Events Big or Small – Bring Them On

Streaming applications typically need to process the events as soon as they arrive. For example, being able to quickly react to events in applications such as fraud detection, manufacturing error detection can result in massive savings. However, due to the limitation of storage systems not being able to handle large numbers of small writes, producers are forced to buffer events before they write. This not only leads to increased latencies from the event generation time to event process time but increases the chance of losing events when writers are not able to store them reliably in failure scenarios.  Pravega has been built from the ground up to be an ideal store for stream processing because not only can it handle frequent small writes well, but it also does that in a consistent and durable way.

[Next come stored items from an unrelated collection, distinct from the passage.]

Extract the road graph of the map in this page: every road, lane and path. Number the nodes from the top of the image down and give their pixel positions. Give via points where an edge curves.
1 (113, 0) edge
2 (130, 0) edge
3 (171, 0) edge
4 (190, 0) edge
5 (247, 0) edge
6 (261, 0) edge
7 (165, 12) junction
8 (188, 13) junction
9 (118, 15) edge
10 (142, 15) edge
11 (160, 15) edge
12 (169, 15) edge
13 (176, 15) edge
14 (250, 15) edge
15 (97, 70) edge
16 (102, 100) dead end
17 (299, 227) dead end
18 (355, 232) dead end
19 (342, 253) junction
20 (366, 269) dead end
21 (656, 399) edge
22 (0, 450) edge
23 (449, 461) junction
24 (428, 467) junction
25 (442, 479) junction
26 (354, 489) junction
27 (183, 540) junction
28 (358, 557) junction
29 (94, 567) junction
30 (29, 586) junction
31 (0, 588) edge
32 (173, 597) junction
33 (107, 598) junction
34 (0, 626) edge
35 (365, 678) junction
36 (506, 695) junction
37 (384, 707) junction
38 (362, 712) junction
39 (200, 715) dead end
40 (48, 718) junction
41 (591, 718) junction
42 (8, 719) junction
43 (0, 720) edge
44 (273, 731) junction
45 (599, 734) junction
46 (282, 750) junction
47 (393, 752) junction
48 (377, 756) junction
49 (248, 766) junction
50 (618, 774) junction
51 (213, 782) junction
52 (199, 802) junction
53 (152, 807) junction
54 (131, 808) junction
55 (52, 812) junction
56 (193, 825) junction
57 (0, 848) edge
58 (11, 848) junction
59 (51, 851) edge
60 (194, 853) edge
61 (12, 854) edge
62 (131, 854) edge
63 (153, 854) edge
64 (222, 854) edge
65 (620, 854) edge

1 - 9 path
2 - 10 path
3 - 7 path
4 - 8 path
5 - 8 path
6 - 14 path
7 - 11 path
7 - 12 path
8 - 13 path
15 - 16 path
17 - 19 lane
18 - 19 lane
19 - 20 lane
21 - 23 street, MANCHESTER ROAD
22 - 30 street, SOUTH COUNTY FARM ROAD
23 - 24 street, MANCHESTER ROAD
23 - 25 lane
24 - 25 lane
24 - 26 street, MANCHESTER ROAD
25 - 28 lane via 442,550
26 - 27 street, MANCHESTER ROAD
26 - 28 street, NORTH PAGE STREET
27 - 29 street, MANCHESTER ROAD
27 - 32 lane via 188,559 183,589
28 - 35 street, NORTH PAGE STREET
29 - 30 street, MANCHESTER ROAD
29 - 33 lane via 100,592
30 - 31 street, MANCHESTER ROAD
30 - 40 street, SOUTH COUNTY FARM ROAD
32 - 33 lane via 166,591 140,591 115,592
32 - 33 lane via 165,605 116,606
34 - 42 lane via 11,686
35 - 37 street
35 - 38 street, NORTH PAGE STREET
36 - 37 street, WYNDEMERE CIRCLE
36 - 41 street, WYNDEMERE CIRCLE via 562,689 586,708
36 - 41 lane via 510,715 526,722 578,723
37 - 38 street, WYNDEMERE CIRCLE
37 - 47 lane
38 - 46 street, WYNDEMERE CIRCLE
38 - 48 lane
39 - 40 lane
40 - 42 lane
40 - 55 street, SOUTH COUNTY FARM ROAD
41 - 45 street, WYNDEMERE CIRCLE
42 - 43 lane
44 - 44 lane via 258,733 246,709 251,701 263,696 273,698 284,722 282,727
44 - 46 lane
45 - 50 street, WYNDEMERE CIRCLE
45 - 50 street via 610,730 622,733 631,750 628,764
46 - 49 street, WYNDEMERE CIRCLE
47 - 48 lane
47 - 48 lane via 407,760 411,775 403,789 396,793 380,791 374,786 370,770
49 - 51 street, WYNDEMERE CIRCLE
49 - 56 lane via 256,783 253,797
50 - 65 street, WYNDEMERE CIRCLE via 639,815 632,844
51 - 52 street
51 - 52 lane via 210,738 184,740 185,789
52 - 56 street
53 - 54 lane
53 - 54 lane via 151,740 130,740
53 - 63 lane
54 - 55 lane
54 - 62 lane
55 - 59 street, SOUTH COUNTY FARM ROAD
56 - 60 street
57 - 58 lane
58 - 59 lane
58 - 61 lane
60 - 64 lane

This blog explains how Pravega is able to provide excellent throughput using minimal latency for all writes, big or small. It explores the append path of the Segment Store, detailing how we pipeline external requests and use the append-only Tier 1 log to achieve excellent ingestion performance without sacrificing latency.

How to achieve the best performance

Throughput and latency are two crucial characteristics of any ingestion system. Typically, for light loads, both throughput and latency tend to be low. However, as throughput increases, latency will also increase, up to a saturation point. Beyond this, throughput plateaus, but latency continues to grow, sometimes even at a higher rate. The most significant contributing factor towards this is the queueing effect: if a system is saturated, new writes will be queued up and won’t be processed until all previous writes have finished.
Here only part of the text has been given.